Pagi itu di rumah Pak Zaid, Nabila memasang nama-nama orang yang akan ia undang. Ada dua ratus undangan di sana. Ia sudah membuat print out nama-nama undangan di kertas stiker. Sekarang tinggal mencabut dan menempelkannya saja. Ia sebenarnya bisa menyuruh Lina atau yang lain untuk memasang semua itu. Namun, ia ingin menghabiskan waktu bersama ayahnya.
Kemudian Pak Zaid melihat nama “Diana” yang beralamatkan Jakarta. Ia penasaran. Lantas ia bertanya sambil memperlihatkan nama yang barusan ia tempel, “Nak, siapa ini kok dari Jakarta, temanmu?”
“Oh bukan Yah, itu pasienku.”
“Dari Jakarta?”
“Iya.”
“Kenapa bisa berobat jauh ke sini?”
“Anu Yah, sambil refreshing katanya,” Nabila tersenyum, “itu pasienku yang sakit gula Yah. Aku belum cerita ke Ayah. Dia seorang janda, pengusaha sukses dari Jakarta. Usianya 45 tahun Yah. Tetapi ia tampak seperti usia 30-an. Tampak awet muda sekali.
Selama merawatnya, aku dan dia sering bertukar cerita. Ia dekat sekali dengan aku. Bahkan ketika aku bercerita, terkadang ia menggenggam kedua tanganku. Aku bercerita banyak hal padanya, hingga kita seperti saudara, seolah punya ikatan darah. Saat aku bercerita tentang pernikahanku, aku mengundangnya. Ia tidak mau. Namun setelah aku desak akhirnya ia mau. Hari ini ia akan pulang Yah. Jadi undangan ini akan kuberikan sore nanti.”
“Oh iya-iya,” jawab Pak Zaid.
Siangnya Nabila berangkat pulang ke rumah untuk persiapan berangkat ke Refa Husada. Setelah ia pergi, tiba-tiba ada sesuatu yang mengganjal di benak Pak Zaid. Ia tidak tahu kenapa. Yang jelas ada sesuatu yang tiba-tiba menggelisahkannya dan ia tidak tahu apa itu. Dalam benaknya, ada rasa takut yang amat sangat.
Ia pun mengambil wudu dan salat zuhur. Setelah salat, ia masih saja gundah, tidak tenang. Dan masih tidak tahu kenapa. Ia berjalan menundukkan kepala dari kamarnya. Di lantai ruang tengah ia mendapati sebuah undangan yang jatuh. Rupanya putrinya tidak sengaja menjatuhkan undangan itu. Ia menunduk dan mengambil undangan. Diana, ejanya dalam hati.
Ia tak kunjung berdiri. Ia jongkok sambil melamun. Sedikit-sedikit ia memperhatikan undangan itu lagi. Pikirannya tergerak untuk memberikan undangan itu ke Nabila. Ia mengambil jaketnya dan pergi meninggalkan rumah. Ia akan ke Refa Husada dengan menaiki angkutan umum. Di luar rumah, ia ditanya oleh Bu Suli, “Mau ke mana Pak?”

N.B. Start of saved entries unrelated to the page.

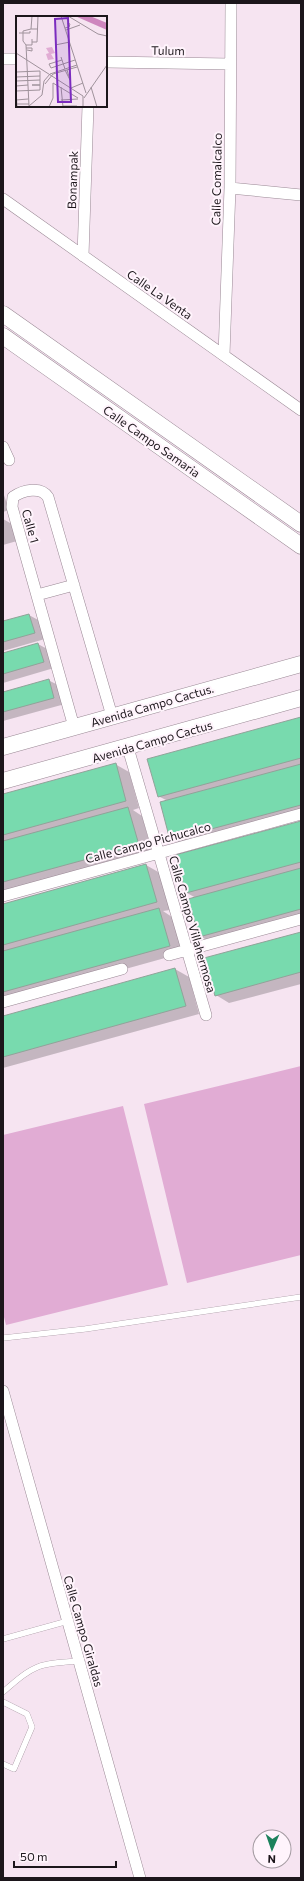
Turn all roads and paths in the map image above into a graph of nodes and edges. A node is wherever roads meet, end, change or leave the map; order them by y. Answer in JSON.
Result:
{"nodes":[{"id":1,"x":231,"y":3,"type":"edge"},
{"id":2,"x":3,"y":59,"type":"edge"},
{"id":3,"x":16,"y":59,"type":"edge"},
{"id":4,"x":107,"y":62,"type":"edge"},
{"id":5,"x":230,"y":64,"type":"junction"},
{"id":6,"x":88,"y":107,"type":"edge"},
{"id":7,"x":230,"y":188,"type":"junction"},
{"id":8,"x":301,"y":195,"type":"edge"},
{"id":9,"x":3,"y":199,"type":"edge"},
{"id":10,"x":83,"y":256,"type":"junction"},
{"id":11,"x":3,"y":315,"type":"edge"},
{"id":12,"x":3,"y":336,"type":"edge"},
{"id":13,"x":224,"y":355,"type":"junction"},
{"id":14,"x":301,"y":410,"type":"edge"},
{"id":15,"x":3,"y":447,"type":"edge"},
{"id":16,"x":9,"y":460,"type":"dead end"},
{"id":17,"x":301,"y":524,"type":"edge"},
{"id":18,"x":301,"y":546,"type":"edge"},
{"id":19,"x":74,"y":585,"type":"junction"},
{"id":20,"x":37,"y":595,"type":"junction"},
{"id":21,"x":301,"y":664,"type":"edge"},
{"id":22,"x":301,"y":698,"type":"edge"},
{"id":23,"x":112,"y":716,"type":"junction"},
{"id":24,"x":74,"y":727,"type":"junction"},
{"id":25,"x":3,"y":747,"type":"edge"},
{"id":26,"x":128,"y":748,"type":"junction"},
{"id":27,"x":3,"y":781,"type":"edge"},
{"id":28,"x":301,"y":814,"type":"edge"},
{"id":29,"x":159,"y":852,"type":"junction"},
{"id":30,"x":3,"y":896,"type":"edge"},
{"id":31,"x":301,"y":918,"type":"edge"},
{"id":32,"x":187,"y":950,"type":"junction"},
{"id":33,"x":168,"y":955,"type":"dead end"},
{"id":34,"x":122,"y":969,"type":"dead end"},
{"id":35,"x":3,"y":1002,"type":"edge"},
{"id":36,"x":206,"y":1015,"type":"dead end"},
{"id":37,"x":301,"y":1297,"type":"edge"},
{"id":38,"x":3,"y":1338,"type":"edge"},
{"id":39,"x":3,"y":1391,"type":"edge"},
{"id":40,"x":68,"y":1621,"type":"junction"},
{"id":41,"x":3,"y":1639,"type":"edge"},
{"id":42,"x":79,"y":1661,"type":"junction"},
{"id":43,"x":3,"y":1692,"type":"edge"},
{"id":44,"x":3,"y":1702,"type":"edge"},
{"id":45,"x":3,"y":1764,"type":"edge"},
{"id":46,"x":140,"y":1878,"type":"edge"}],
"edges":[{"from":1,"to":5,"type":"street","name":"Calle Comalcalco"},
{"from":2,"to":3,"type":"street"},
{"from":4,"to":5,"type":"street","name":"Tulum"},
{"from":5,"to":7,"type":"street","name":"Calle Comalcalco"},
{"from":6,"to":10,"type":"street","name":"Bonampak"},
{"from":7,"to":8,"type":"street"},
{"from":7,"to":13,"type":"street","name":"Calle Comalcalco"},
{"from":9,"to":10,"type":"street","name":"Calle La Venta"},
{"from":10,"to":13,"type":"street","name":"Calle La Venta"},
{"from":11,"to":17,"type":"street","name":"Calle Campo Samaria"},
{"from":12,"to":18,"type":"street","name":"Calle Campo Samaria"},
{"from":13,"to":14,"type":"street","name":"Calle La Venta"},
{"from":15,"to":16,"type":"street"},
{"from":19,"to":20,"type":"street"},
{"from":19,"to":20,"type":"street","name":"Calle 1"},
{"from":19,"to":23,"type":"street","name":"Calle 1"},
{"from":20,"to":24,"type":"street","name":"Calle 1"},
{"from":21,"to":23,"type":"street","name":"Avenida Campo Cactus."},
{"from":22,"to":26,"type":"street","name":"Avenida Campo Cactus"},
{"from":23,"to":24,"type":"street","name":"Avenida Campo Cactus."},
{"from":24,"to":25,"type":"street","name":"Avenida Campo Cactus."},
{"from":26,"to":27,"type":"street","name":"Avenida Campo Cactus"},
{"from":26,"to":29,"type":"street","name":"Calle Campo Villahermosa"},
{"from":28,"to":29,"type":"street","name":"Calle Campo Pichucalco"},
{"from":29,"to":30,"type":"street","name":"Calle Campo Pichucalco"},
{"from":29,"to":32,"type":"street","name":"Calle Campo Villahermosa"},
{"from":31,"to":32,"type":"street"},
{"from":32,"to":33,"type":"street"},
{"from":32,"to":36,"type":"street","name":"Calle Campo Villahermosa"},
{"from":34,"to":35,"type":"street"},
{"from":37,"to":38,"type":"lane"},
{"from":39,"to":40,"type":"street","name":"Calle Campo Giraldas"},
{"from":40,"to":41,"type":"lane"},
{"from":40,"to":42,"type":"street","name":"Calle Campo Giraldas"},
{"from":42,"to":43,"type":"lane"},
{"from":42,"to":46,"type":"street","name":"Calle Campo Giraldas"},
{"from":44,"to":45,"type":"lane"}]}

“Mau ke Refa Husada, Bu Hajah.”
Pak Zaid kemudian pergi. Bu Suli merasa ada yang janggal dengan kepergian itu. Ia memperhatikan raut wajah tak terbaca.
Sampailah Pak Zaid di rumah sakit. Ia sedang berada di lobi. Karena tubuh yang menua, perjalanan yang sebenarnya ringan terasa berat. Ia memutuskan untuk duduk sejenak. Ia menunduk memperhatikan undangan itu lagi.